In 1981, Gopalan (Nutrition Foundation of India) was requested by the Ministry of Social Welfare to undertake a rapid evaluation of the current status of the National Goiter Control Program, and on the basis of the data, provide Government of India, a blue print for intensification of the program. This blueprint was based on a nation wide survey (Himachal Pradesh, Punjab, Jammu & Kashmir, Uttar Pradesh–undivided, Bihar, West Bengal, Assam, Nagaland, Manipur, Gujarat, Rajasthan), for prevalence and severity of goiter, possible etiology, administrative aspects for salt production-iodization, packaging, distribution problems and finally availability of iodine in salt at consumer level and directions for use of parenteral iodine(3,4).

In 1997, after more than a decade of activism by health experts and international development agencies, India enacted its own Universal Salt Iodization Code. Legislation and Professor V Ramalingaswami’s efforts need mention(5). But in July 2000, only two years after passing the code, the Indian government repealed it–surrendering to pressure from the highly vocal small salt producer’s lobby, as well as to widespread arguments that mandatory iodization was coercive, unfair and an act of multinational exploitation.

The decision to repeal the iodization laws appalled the nation’s doctors and scientists.

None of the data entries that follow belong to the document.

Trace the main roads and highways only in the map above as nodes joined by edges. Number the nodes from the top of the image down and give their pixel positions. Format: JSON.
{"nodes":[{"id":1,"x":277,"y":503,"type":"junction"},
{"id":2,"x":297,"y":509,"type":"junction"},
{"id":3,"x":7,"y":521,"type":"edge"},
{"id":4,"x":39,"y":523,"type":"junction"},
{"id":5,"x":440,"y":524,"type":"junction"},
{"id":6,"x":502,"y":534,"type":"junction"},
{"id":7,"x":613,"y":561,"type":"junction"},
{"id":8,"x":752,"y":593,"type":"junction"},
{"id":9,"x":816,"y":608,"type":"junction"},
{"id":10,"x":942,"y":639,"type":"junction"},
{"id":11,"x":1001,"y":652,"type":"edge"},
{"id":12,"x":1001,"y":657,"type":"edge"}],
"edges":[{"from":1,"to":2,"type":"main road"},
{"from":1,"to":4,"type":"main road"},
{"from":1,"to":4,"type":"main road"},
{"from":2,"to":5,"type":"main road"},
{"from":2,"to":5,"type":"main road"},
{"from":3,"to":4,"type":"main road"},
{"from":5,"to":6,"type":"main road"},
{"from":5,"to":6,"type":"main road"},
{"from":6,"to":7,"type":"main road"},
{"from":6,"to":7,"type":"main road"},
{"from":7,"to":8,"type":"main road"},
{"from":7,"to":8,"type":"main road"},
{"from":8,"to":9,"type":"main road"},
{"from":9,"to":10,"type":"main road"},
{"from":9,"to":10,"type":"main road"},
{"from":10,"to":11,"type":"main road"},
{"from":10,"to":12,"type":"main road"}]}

Some pointed out that the repeal would not affect the rich, who would continue to buy iodized salt, but the poor, who would be unaware of the risk of using the slightly cheaper salt. The Indian Medical Association and Indian National Science Academy said that the repeal "re-imposes a serious public health burden," and lamented that the laws should have stood for the next century. The present study indicates that biochemical iodine deficiency due to intake of less iodine is still the main cause for the persistence of IDD.

Funding: None.

Competing interests: None stated.

K N Agarwal,
Hon Scientist, National Science Academy,
President,
Health Care & Research Association for Adolescents,
D-115, Sector-36, NOIDA 201301,
Uttar Pradesh, India.
Email: [email protected]  

References

1. Upadhayay SK, Agarwal KN, Rani A, Cherian S, Tripathi AM, Agarwal DK. Developmental lag in preschool children of goitrous mothers. Indian Pediatr 1983; 20: 259-263.

2. Chandra AK, Bhattacharjee A, Malik T, Ghosh S. Goiter prevalence and iodine nutritional status of school children in a sub-Himalayan tarai region of Eastern Uttar Pradesh. Indian Pediatr 2008; 45: 469-474

3. Agarwal DK, Agarwal KN. Current status of endemic goitre in some areas of sub-Himalayan belt. Indian Pediatr 1983; 20: 471-477.

4. Agarwal DK, Agarwal KN. Current status of endemic goiter control program in India: measures to eradicate by 2000 AD. Indian J Comm Health 1987; 9: 207-217.

5. Sooch SS, Deo MG, Karmakar MG, Kochupillai N, Ramachandran K, Ramalingaswamy V. Prevention of endemic goiter with iodized salt. Bull WHO 1973; 49: 307-310.